* Supplied material:
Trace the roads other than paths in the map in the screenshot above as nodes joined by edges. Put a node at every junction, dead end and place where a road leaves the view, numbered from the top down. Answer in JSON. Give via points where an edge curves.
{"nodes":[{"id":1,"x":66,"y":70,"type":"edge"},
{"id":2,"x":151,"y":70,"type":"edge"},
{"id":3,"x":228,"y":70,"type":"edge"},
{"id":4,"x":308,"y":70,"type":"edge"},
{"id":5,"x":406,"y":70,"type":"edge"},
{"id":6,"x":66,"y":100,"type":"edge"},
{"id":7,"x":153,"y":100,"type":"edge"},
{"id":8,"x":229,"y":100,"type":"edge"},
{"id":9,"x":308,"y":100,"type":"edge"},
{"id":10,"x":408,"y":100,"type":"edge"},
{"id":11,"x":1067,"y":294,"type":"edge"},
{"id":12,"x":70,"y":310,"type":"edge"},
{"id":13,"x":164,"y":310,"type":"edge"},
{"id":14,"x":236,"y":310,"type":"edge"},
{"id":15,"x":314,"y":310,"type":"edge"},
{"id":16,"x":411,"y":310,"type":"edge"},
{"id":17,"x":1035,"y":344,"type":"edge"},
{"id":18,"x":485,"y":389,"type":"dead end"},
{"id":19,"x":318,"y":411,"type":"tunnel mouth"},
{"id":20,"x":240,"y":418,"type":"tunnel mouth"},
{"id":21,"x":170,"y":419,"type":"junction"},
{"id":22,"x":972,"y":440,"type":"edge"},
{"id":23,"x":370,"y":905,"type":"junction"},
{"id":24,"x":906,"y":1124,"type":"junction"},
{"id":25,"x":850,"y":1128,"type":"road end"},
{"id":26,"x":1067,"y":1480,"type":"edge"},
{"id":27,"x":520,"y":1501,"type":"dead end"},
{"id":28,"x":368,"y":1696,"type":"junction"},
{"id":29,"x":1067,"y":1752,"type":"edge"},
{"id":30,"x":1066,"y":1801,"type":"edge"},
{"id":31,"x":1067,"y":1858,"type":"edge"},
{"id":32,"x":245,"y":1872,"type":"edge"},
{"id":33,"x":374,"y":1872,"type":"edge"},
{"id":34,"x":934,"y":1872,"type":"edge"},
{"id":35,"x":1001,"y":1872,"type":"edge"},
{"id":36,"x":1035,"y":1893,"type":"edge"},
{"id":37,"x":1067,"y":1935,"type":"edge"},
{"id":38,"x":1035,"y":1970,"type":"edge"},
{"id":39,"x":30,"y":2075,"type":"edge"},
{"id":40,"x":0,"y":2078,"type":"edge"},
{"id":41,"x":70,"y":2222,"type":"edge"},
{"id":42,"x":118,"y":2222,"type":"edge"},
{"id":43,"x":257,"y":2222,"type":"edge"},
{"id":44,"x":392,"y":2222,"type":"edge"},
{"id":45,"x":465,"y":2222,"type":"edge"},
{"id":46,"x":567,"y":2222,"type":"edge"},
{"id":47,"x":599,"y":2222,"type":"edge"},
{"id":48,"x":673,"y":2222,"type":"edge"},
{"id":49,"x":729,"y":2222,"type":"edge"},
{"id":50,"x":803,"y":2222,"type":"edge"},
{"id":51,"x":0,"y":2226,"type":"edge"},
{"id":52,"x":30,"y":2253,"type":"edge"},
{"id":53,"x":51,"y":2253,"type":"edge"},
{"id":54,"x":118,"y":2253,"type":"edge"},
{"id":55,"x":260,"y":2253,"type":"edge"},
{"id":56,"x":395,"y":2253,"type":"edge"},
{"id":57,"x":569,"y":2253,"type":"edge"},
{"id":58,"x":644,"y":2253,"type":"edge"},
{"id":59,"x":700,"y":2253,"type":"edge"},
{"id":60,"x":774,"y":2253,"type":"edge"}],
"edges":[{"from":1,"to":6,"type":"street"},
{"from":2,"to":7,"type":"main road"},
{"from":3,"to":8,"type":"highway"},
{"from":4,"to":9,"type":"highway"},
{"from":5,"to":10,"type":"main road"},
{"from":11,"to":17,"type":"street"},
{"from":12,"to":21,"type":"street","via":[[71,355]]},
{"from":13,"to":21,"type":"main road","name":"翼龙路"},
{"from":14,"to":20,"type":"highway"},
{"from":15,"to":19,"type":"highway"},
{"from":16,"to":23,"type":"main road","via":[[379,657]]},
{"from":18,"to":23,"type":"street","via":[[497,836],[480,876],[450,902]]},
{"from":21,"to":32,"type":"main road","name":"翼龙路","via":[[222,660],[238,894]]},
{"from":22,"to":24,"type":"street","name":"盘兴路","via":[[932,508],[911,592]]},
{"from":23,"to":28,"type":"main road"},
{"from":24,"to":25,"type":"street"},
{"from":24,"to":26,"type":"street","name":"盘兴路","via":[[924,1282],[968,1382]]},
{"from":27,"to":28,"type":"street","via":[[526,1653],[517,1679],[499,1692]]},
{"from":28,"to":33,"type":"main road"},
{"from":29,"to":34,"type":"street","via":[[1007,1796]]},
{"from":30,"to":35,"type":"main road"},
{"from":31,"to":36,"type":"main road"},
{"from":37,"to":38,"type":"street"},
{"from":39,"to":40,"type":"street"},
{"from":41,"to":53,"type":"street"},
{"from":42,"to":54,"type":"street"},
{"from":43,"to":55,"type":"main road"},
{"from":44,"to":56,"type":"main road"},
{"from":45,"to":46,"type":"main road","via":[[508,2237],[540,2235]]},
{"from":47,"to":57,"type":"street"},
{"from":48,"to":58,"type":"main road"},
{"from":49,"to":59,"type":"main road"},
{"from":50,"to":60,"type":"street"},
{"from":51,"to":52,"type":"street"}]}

* Assigned task: The answer must consist of every line from the entries above that contains "highway".

* Response for this exercise:
{"from":3,"to":8,"type":"highway"},
{"from":4,"to":9,"type":"highway"},
{"from":14,"to":20,"type":"highway"},
{"from":15,"to":19,"type":"highway"},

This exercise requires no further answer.